Seguindo essa mesma orientação, menciono as seguintes decisões, entre outras: AI 829.291-AgR/MG, Rel. Min. Gilmar Mendes; ARE 700.074-AgR/RS e AI 846.268-AgR/RS, Rel. Min. Cármen Lúcia; AI 473.242-AgR/SP, Rel. Min. Nelson Jobim; AI 748.798/SP, Rel. Min. Dias Toffoli; AI 824.990/PR, Rel. Min. Joaquim Barbosa; AI 821.263/PR, Rel. Min. Luiz Fux; AI 839.174/PR, Rel. Min. Ellen Gracie; AI 735.300/PR, Rel. Min. Marco Aurélio; ARE 682.485/RS e AI 765.665/SP, de minha relatoria.

Constatada a ausência de questão constitucional, impõe-se o reconhecimento da inexistência, na espécie, de elemento conceitual da própria repercussão geral a revelar a ausência do requisito, com os consectários dos arts. 543-A, § 5º, e 543-B, § 2º, do Código de Processo Civil. Esse o entendimento firmado por esta Corte no julgamento do RE 584.608-RG/SP, Rel. Min. Ellen Gracie. Pela pertinência, transcrevo o seguinte trecho da manifestação proferida pela relatora naquela oportunidade:

Ora, se se chega à conclusão de que não há questão constitucional a ser discutida, por estar o assunto adstrito ao exame da legislação infraconstitucional, por óbvio falta ao caso elemento de configuração da própria repercussão geral. Não é demais lembrar que o requisito introduzido pela Emenda 45 não exige apenas uma repercussão geral num sentido amplo e atécnico da expressão, mas uma repercussão geral juridicamente qualificada pela existência de uma questão constitucional a ser dirimida.

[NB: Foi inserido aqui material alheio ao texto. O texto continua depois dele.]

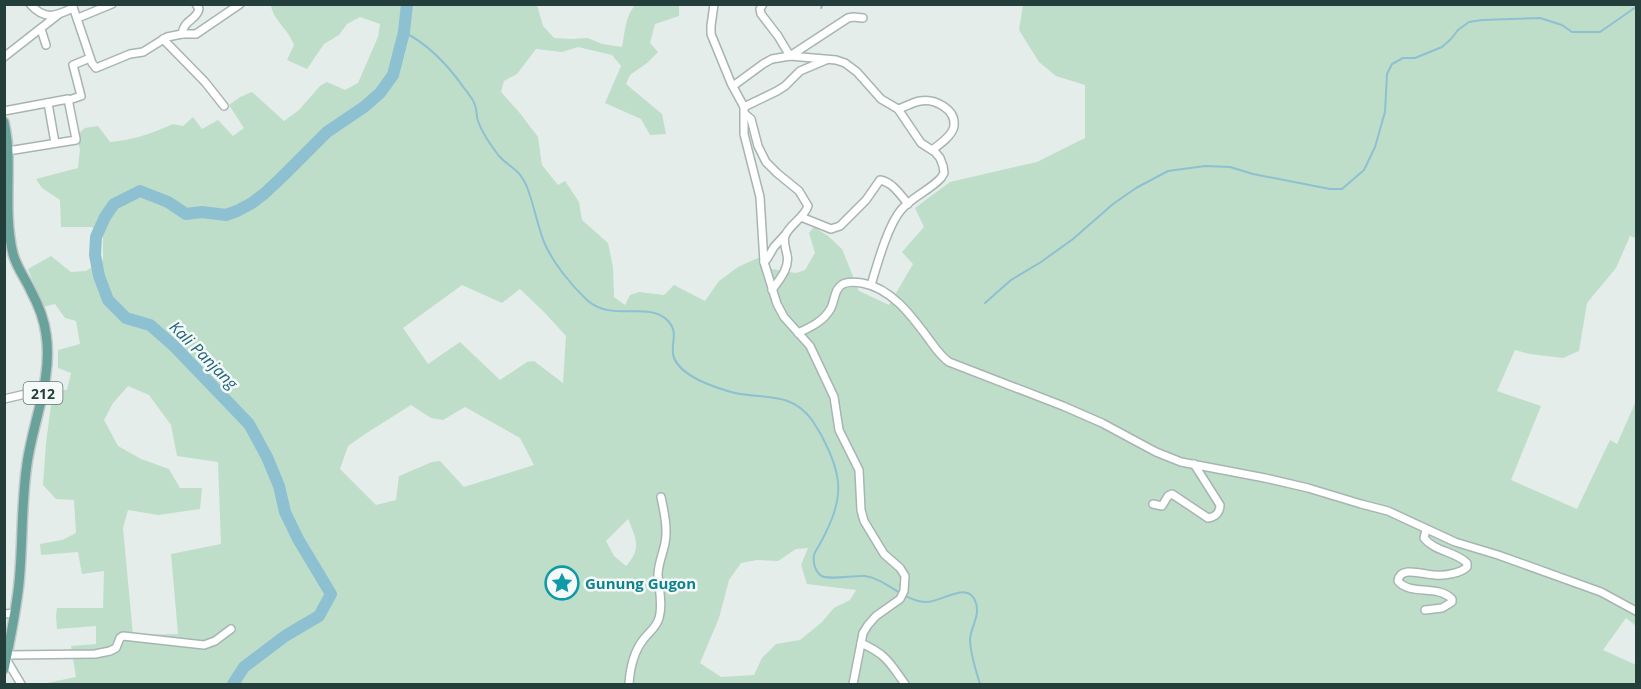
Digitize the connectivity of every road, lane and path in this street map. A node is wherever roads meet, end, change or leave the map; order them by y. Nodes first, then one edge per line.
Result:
1 (30, 4) edge
2 (112, 4) edge
3 (196, 4) edge
4 (240, 4) edge
5 (714, 4) edge
6 (763, 4) edge
7 (73, 6) edge
8 (58, 14) junction
9 (78, 18) junction
10 (863, 18) dead end
11 (41, 29) junction
12 (182, 34) junction
13 (163, 39) junction
14 (46, 45) dead end
15 (790, 56) junction
16 (4, 57) edge
17 (90, 58) junction
18 (828, 59) junction
19 (733, 86) junction
20 (69, 100) junction
21 (48, 103) junction
22 (224, 106) dead end
23 (745, 110) junction
24 (898, 110) junction
25 (4, 111) edge
26 (4, 122) edge
27 (55, 143) junction
28 (932, 150) junction
29 (8, 151) junction
30 (908, 204) junction
31 (6, 215) edge
32 (801, 217) junction
33 (785, 235) junction
34 (764, 262) junction
35 (871, 285) junction
36 (772, 290) junction
37 (798, 333) junction
38 (44, 390) junction
39 (4, 399) edge
40 (1194, 464) junction
41 (661, 497) dead end
42 (1153, 504) dead end
43 (1426, 530) junction
44 (1425, 610) dead end
45 (1636, 611) edge
46 (10, 614) edge
47 (231, 629) dead end
48 (861, 643) junction
49 (6, 661) edge
50 (21, 684) edge
51 (629, 684) edge
52 (854, 684) edge
53 (905, 684) edge

1 - 8 street
2 - 9 street
3 - 12 street
4 - 12 street
5 - 19 street
6 - 15 street
7 - 8 street
7 - 9 street
8 - 11 street
9 - 17 street
10 - 15 street
11 - 14 street
11 - 16 street
12 - 13 street
13 - 17 street
13 - 22 street
15 - 18 street
15 - 19 street
17 - 20 street
18 - 23 street
18 - 24 street
19 - 23 street
20 - 21 street
20 - 27 street
21 - 25 street
21 - 27 street
23 - 32 street
23 - 34 street
24 - 28 street
24 - 28 street
26 - 29 main road, 212
27 - 29 street
28 - 30 street
29 - 31 main road, 212
30 - 32 street
30 - 35 street
31 - 38 main road, 212
32 - 33 street
33 - 34 street
33 - 36 street
34 - 36 street
35 - 37 street
35 - 40 street
36 - 37 street
37 - 48 street
38 - 39 street
38 - 46 main road, 212
40 - 42 street
40 - 43 street
41 - 51 street
43 - 44 street
43 - 45 street
46 - 49 main road, 212
47 - 49 street
48 - 52 street
48 - 53 street
49 - 50 street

Dessa forma, penso ser possível aplicar os efeitos da ausência da repercussão geral tanto quando a questão constitucional debatida é de fato desprovida da relevância exigida como também em casos como o presente, no qual não há sequer matéria constitucional a ser discutida em recurso extraordinário.

Isso posto, manifesto-me pela inexistência de repercussão geral da matéria versada nestes autos (art. 324, § 2º, do RISTF).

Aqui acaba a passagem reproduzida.